• _Task item_
A full, exact copy of the listing is needed, with images omitted.

++++ Data for this task

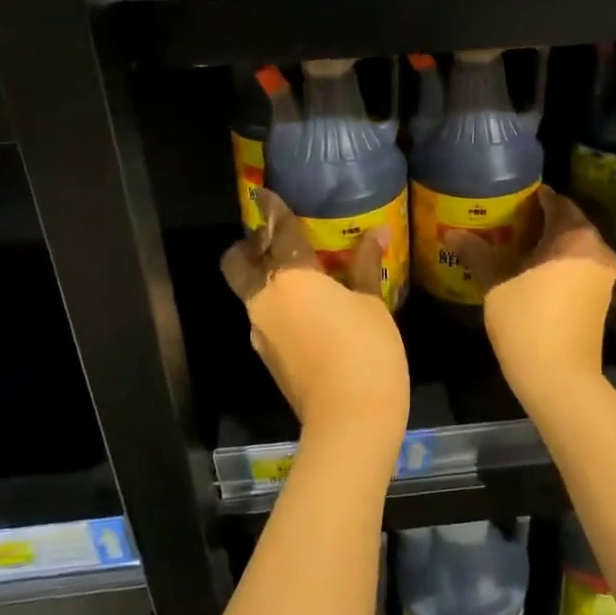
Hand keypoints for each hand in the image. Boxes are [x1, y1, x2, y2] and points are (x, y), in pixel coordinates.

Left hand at [221, 192, 409, 446]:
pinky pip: (267, 317)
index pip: (277, 231)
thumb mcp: (371, 303)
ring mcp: (261, 331)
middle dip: (249, 245)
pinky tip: (309, 309)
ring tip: (300, 272)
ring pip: (252, 291)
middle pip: (238, 262)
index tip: (265, 193)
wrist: (349, 421)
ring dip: (266, 276)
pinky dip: (279, 304)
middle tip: (274, 238)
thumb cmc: (365, 350)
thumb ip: (365, 266)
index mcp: (290, 277)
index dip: (272, 209)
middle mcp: (264, 299)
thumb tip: (377, 233)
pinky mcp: (269, 357)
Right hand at [442, 186, 615, 395]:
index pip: (556, 202)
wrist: (560, 379)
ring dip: (549, 241)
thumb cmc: (527, 322)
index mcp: (576, 238)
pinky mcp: (600, 297)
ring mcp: (603, 275)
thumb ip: (477, 253)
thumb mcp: (496, 283)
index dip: (533, 197)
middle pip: (569, 222)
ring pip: (575, 245)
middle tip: (508, 218)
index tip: (510, 196)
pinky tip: (532, 268)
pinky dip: (559, 260)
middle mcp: (597, 250)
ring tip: (515, 241)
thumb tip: (451, 232)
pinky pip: (579, 264)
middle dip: (540, 218)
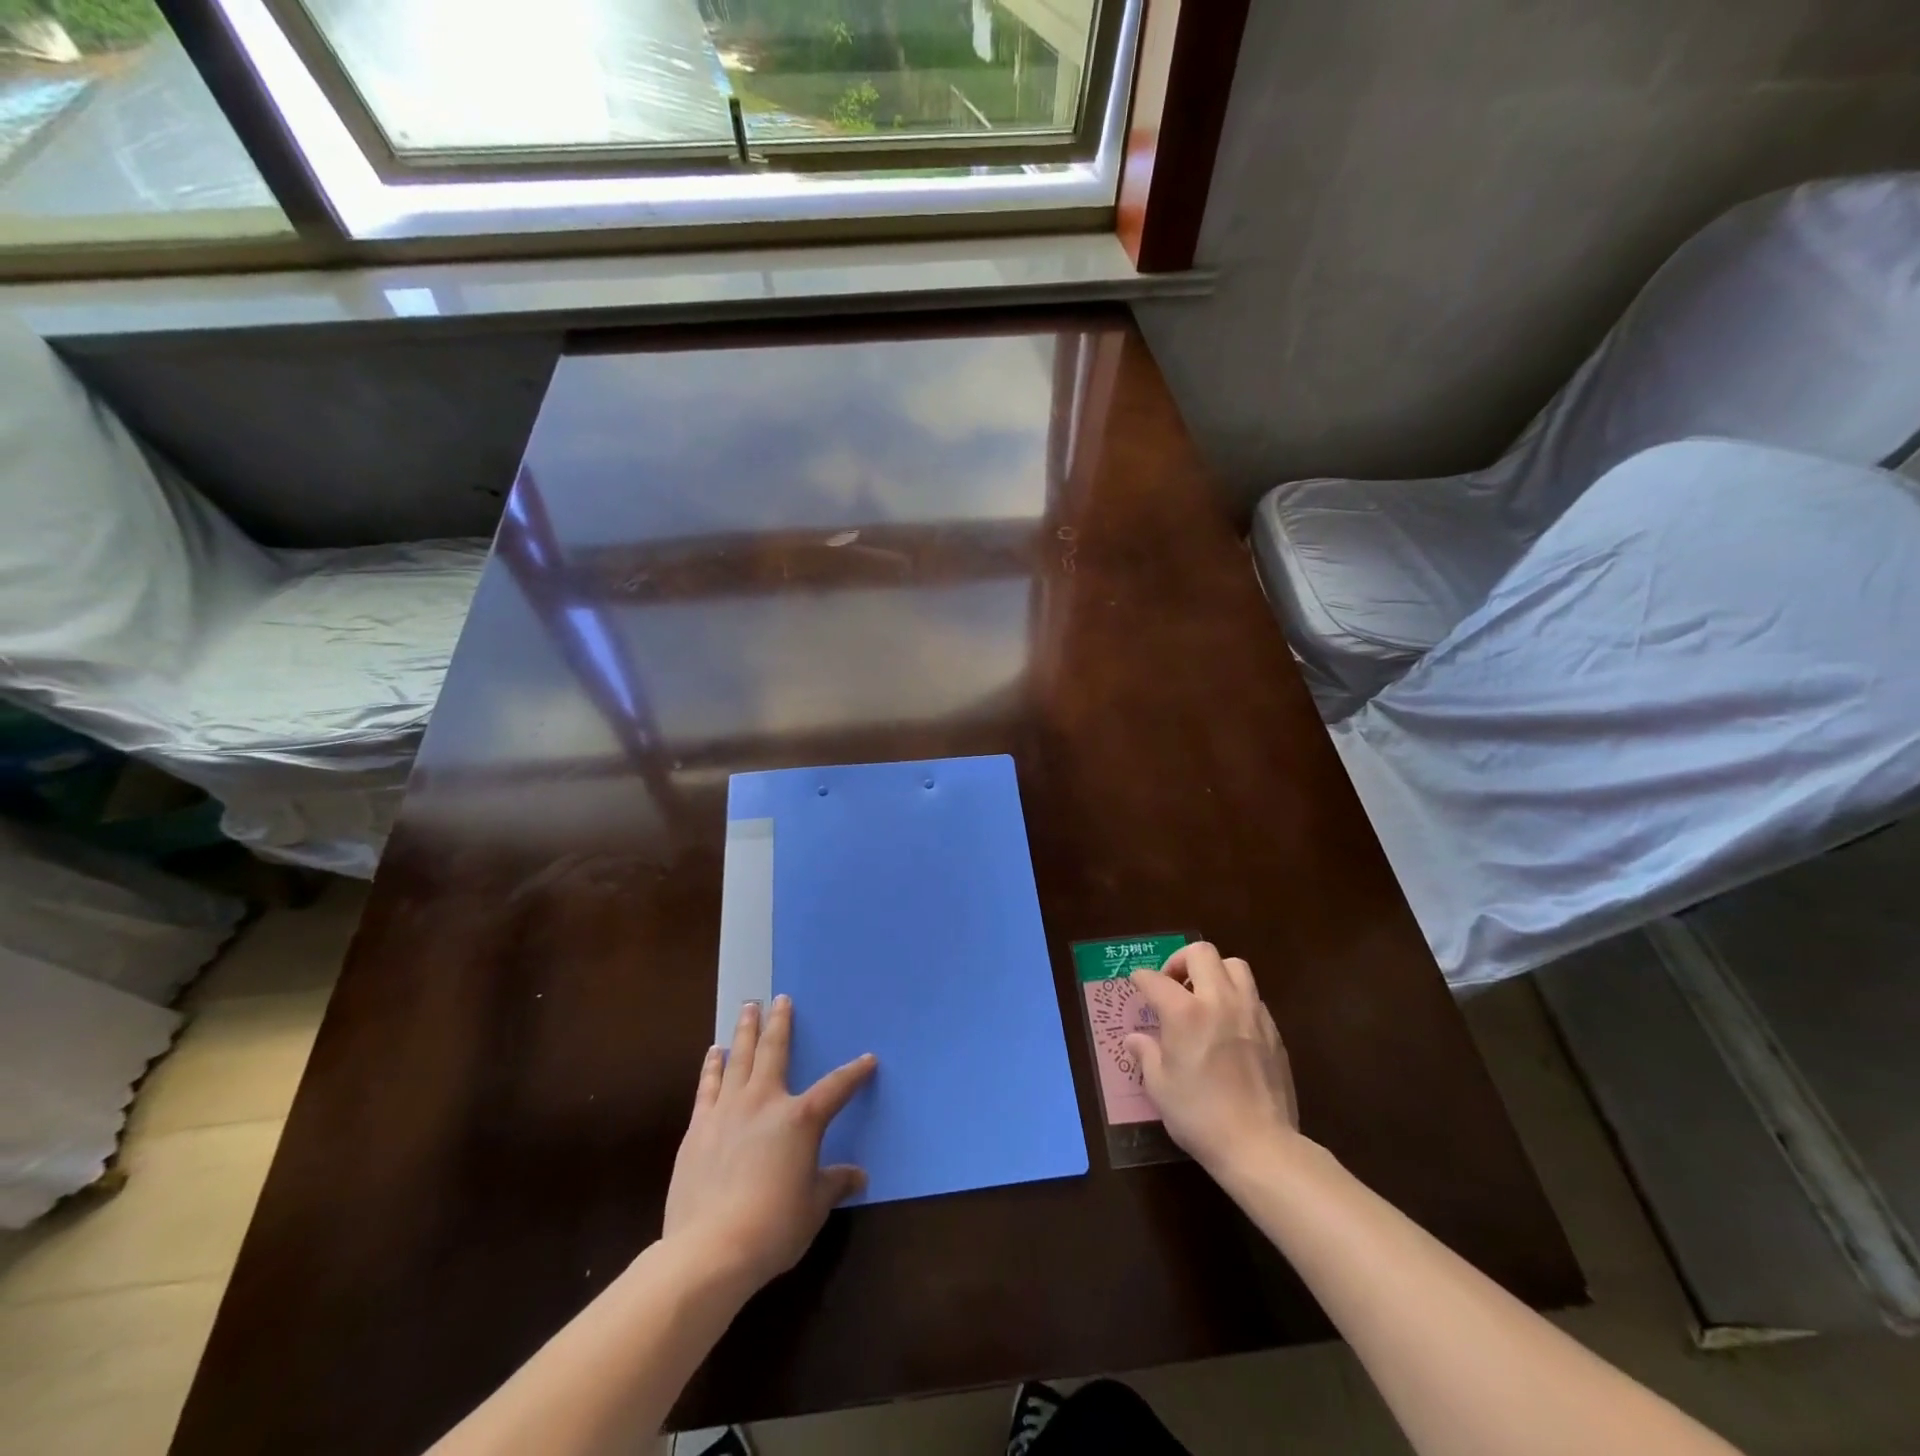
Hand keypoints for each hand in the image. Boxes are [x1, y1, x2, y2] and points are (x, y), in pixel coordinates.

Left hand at [662, 995, 875, 1292]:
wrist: (709, 1248)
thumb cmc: (773, 1226)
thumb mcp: (814, 1207)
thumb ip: (834, 1183)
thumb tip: (859, 1176)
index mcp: (801, 1119)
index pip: (836, 1088)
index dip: (855, 1073)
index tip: (869, 1059)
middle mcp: (765, 1102)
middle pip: (775, 1051)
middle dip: (780, 1023)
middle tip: (779, 999)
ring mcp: (728, 1111)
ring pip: (739, 1059)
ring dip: (745, 1032)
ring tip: (747, 1010)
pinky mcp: (699, 1128)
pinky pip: (708, 1086)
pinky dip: (712, 1066)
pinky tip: (714, 1053)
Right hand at [1126, 943, 1299, 1176]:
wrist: (1260, 1145)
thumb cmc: (1200, 1116)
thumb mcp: (1160, 1087)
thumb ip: (1146, 1054)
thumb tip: (1135, 1039)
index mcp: (1185, 1013)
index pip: (1156, 979)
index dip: (1141, 979)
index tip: (1137, 984)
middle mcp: (1219, 1001)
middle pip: (1201, 953)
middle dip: (1180, 961)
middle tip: (1172, 984)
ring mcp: (1251, 1013)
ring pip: (1234, 966)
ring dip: (1214, 972)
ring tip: (1203, 996)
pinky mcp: (1273, 1030)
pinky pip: (1252, 996)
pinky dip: (1235, 997)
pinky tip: (1227, 1024)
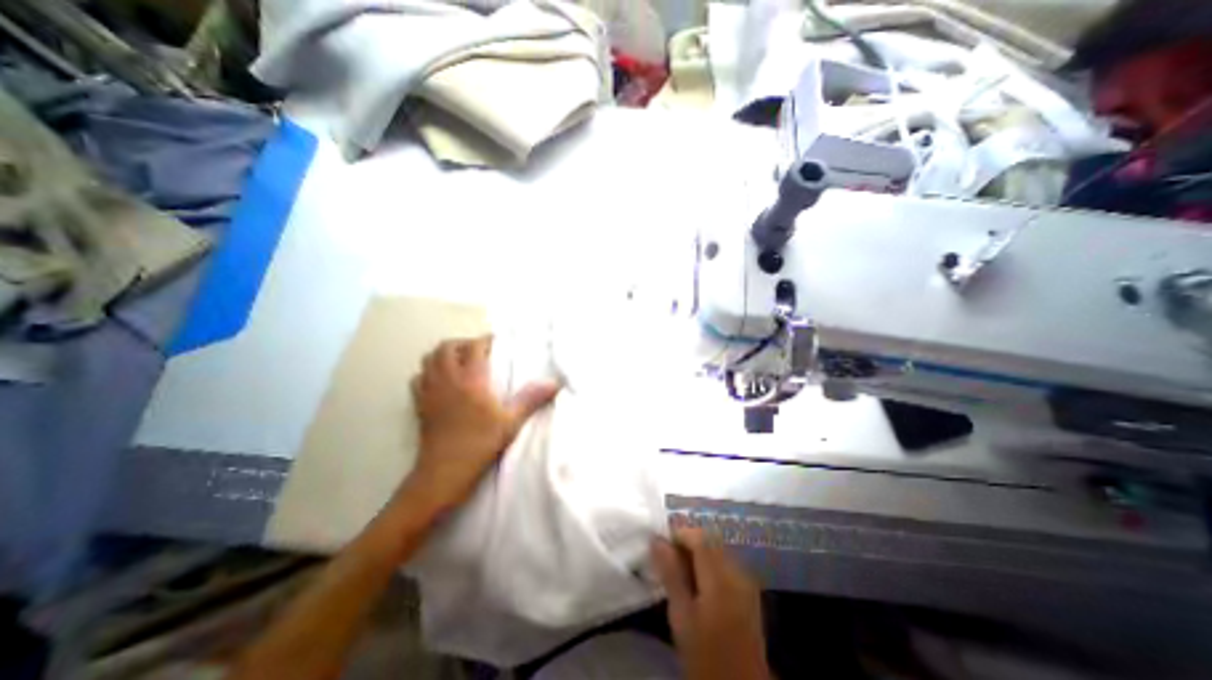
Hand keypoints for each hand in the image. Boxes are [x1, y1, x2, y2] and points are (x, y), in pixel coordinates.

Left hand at [405, 335, 560, 515]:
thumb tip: (555, 383)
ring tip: (459, 363)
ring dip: (443, 355)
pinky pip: (418, 378)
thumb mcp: (511, 421)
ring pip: (429, 359)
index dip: (484, 340)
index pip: (473, 347)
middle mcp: (448, 379)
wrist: (444, 472)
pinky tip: (441, 382)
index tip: (496, 342)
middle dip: (462, 344)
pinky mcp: (419, 404)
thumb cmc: (480, 444)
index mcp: (471, 379)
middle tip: (477, 352)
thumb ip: (532, 399)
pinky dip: (428, 372)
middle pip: (446, 347)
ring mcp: (430, 391)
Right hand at [648, 530, 769, 679]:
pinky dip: (709, 563)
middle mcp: (737, 571)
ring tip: (678, 570)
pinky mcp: (749, 591)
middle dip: (687, 542)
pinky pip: (725, 562)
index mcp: (720, 577)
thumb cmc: (705, 655)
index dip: (678, 533)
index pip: (699, 536)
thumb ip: (670, 573)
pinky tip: (697, 582)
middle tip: (666, 558)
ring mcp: (746, 581)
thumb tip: (656, 539)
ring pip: (717, 549)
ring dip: (697, 552)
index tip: (659, 546)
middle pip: (710, 540)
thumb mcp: (681, 616)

++++++++

• _Answer box_
Hand keypoints for each hand in the image. Boxes are [x1, y1, x2, y2] and points are (x, y), in pixel coordinates.

Left hand at [221, 192, 409, 446]:
pinky pip: (267, 317)
index pip: (277, 231)
thumb mcp: (371, 303)
ring mcp: (261, 331)
middle dip: (249, 245)
pinky tip: (309, 309)
ring tip: (300, 272)
ring pip: (252, 291)
middle pip: (238, 262)
index tip: (265, 193)
wrist: (349, 421)
ring dip: (266, 276)
pinky dip: (279, 304)
middle tip: (274, 238)
thumb cmc: (365, 350)
thumb ip: (365, 266)
index mcp: (290, 277)
index dip: (272, 209)
middle mcp: (264, 299)
thumb tip: (377, 233)
pinky mcp: (269, 357)
Right hand at [442, 186, 615, 395]:
index pip: (556, 202)
wrist: (560, 379)
ring dip: (549, 241)
thumb cmc: (527, 322)
index mcp: (576, 238)
pinky mcp: (600, 297)
ring mcp: (603, 275)
thumb ip: (477, 253)
thumb mcp: (496, 283)
index dip: (533, 197)
middle pip: (569, 222)
ring pip: (575, 245)
middle tip: (508, 218)
index tip: (510, 196)
pinky tip: (532, 268)
pinky dip: (559, 260)
middle mcp: (597, 250)
ring tip: (515, 241)
thumb tip: (451, 232)
pinky pip: (579, 264)
middle dip: (540, 218)
Hand keypoints for each hand in the image. Boxes are [x1, y1, x2, y2] and points are (x, y), in pixel coordinates.

Left hand at [662, 995, 875, 1292]:
wrist: (709, 1248)
thumb cmc: (773, 1226)
thumb mcp: (814, 1207)
thumb ip: (834, 1183)
thumb tip: (859, 1176)
index mcp: (801, 1119)
index pip: (836, 1088)
index dip: (855, 1073)
index tip: (869, 1059)
middle mcp: (765, 1102)
middle pip: (775, 1051)
middle dip: (780, 1023)
middle tip: (779, 999)
ring mcp: (728, 1111)
ring pip: (739, 1059)
ring dip: (745, 1032)
ring tip: (747, 1010)
pinky mcp: (699, 1128)
pinky pip: (708, 1086)
pinky dip: (712, 1066)
pinky tip: (714, 1053)
Right hand at [1126, 943, 1299, 1176]:
wrist: (1260, 1145)
thumb cmc: (1200, 1116)
thumb mcp: (1160, 1087)
thumb ip: (1146, 1054)
thumb tip: (1135, 1039)
index mcp: (1185, 1013)
index pip: (1156, 979)
index dip: (1141, 979)
index tip: (1137, 984)
middle mcp: (1219, 1001)
middle pip: (1201, 953)
middle dip: (1180, 961)
middle tip: (1172, 984)
ring mcp: (1251, 1013)
ring pip: (1234, 966)
ring dip: (1214, 972)
ring tip: (1203, 996)
pinky mcp: (1273, 1030)
pinky pip: (1252, 996)
pinky dip: (1235, 997)
pinky tip: (1227, 1024)
Hand keypoints for each hand in the image. Boxes are [x1, y1, x2, y2] and points are (x, y), in pixel coordinates.

Left hand at [405, 335, 560, 515]:
thumb tip: (555, 383)
ring tip: (459, 363)
ring dip: (443, 355)
pinky pip: (418, 378)
thumb mcp: (511, 421)
ring pip: (429, 359)
index dip: (484, 340)
index pip: (473, 347)
middle mcp: (448, 379)
wrist: (444, 472)
pinky tip: (441, 382)
index tip: (496, 342)
middle dip: (462, 344)
pinky mcp: (419, 404)
thumb cmc: (480, 444)
index mcp: (471, 379)
middle tip: (477, 352)
thumb ip: (532, 399)
pinky dip: (428, 372)
middle pip: (446, 347)
ring mcp: (430, 391)
Right hand at [648, 530, 769, 679]:
pinky dip: (709, 563)
middle mcp: (737, 571)
ring tip: (678, 570)
pinky mcp: (749, 591)
middle dip: (687, 542)
pinky pip: (725, 562)
index mcp: (720, 577)
thumb cmc: (705, 655)
index dip: (678, 533)
index pip: (699, 536)
thumb ip: (670, 573)
pinky tip: (697, 582)
middle tip: (666, 558)
ring mcp: (746, 581)
thumb tip: (656, 539)
ring pip: (717, 549)
ring dip: (697, 552)
index tip: (659, 546)
middle pip: (710, 540)
thumb mcp: (681, 616)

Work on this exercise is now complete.